DATA SHOWN section start
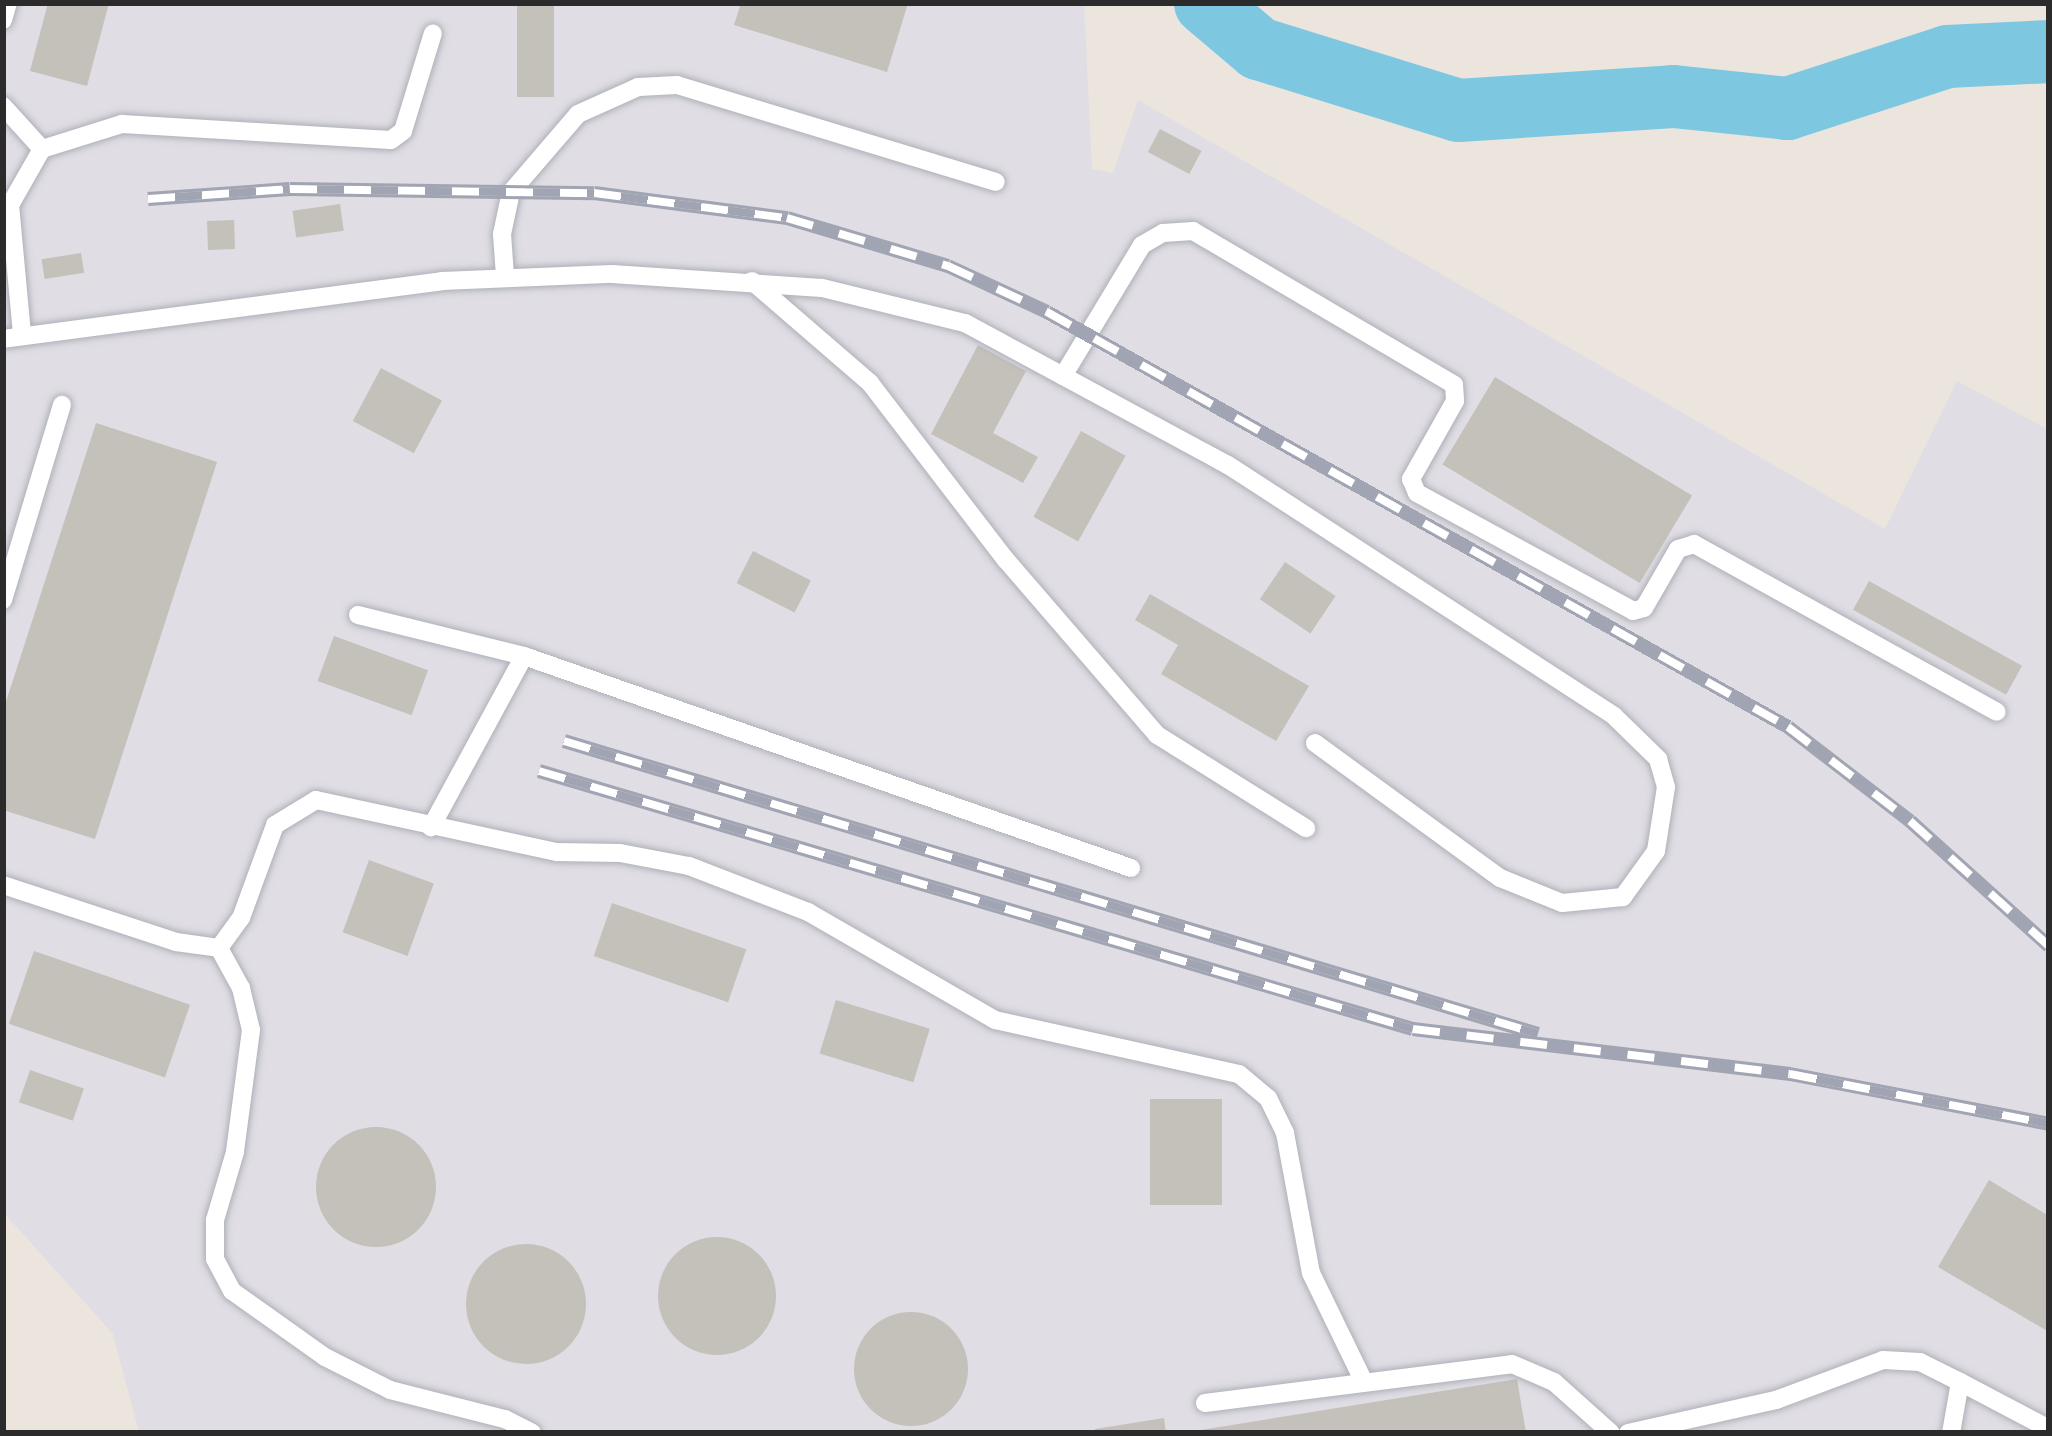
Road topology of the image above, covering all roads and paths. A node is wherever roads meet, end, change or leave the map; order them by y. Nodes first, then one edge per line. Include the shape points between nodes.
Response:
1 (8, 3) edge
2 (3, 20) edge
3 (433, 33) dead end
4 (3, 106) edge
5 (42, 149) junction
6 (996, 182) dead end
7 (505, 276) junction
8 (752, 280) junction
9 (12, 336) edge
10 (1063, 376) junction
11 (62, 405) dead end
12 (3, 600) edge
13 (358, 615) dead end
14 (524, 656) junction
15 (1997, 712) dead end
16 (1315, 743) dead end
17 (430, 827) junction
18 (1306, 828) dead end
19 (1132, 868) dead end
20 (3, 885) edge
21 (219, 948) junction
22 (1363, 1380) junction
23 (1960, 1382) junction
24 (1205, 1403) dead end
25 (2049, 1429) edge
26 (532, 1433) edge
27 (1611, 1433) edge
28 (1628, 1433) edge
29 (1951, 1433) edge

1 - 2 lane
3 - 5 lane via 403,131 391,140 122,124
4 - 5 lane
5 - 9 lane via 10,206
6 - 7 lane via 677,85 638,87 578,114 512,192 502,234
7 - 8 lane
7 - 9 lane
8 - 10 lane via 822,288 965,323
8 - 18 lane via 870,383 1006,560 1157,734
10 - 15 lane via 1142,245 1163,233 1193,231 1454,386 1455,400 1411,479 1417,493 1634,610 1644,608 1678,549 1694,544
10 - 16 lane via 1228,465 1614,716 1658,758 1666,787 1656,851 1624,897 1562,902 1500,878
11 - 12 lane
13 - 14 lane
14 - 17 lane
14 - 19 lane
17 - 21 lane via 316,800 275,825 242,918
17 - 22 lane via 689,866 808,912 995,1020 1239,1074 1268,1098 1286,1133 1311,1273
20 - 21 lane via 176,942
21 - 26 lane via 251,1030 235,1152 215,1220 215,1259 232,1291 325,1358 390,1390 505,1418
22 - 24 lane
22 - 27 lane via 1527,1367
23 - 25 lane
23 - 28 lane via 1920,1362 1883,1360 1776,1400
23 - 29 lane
DATA SHOWN section end
■ EXERCISE:
Among the entries, copy every line containing the word "junction".

■ EXERCISE OUTPUT:
5 (42, 149) junction
7 (505, 276) junction
8 (752, 280) junction
10 (1063, 376) junction
14 (524, 656) junction
17 (430, 827) junction
21 (219, 948) junction
22 (1363, 1380) junction
23 (1960, 1382) junction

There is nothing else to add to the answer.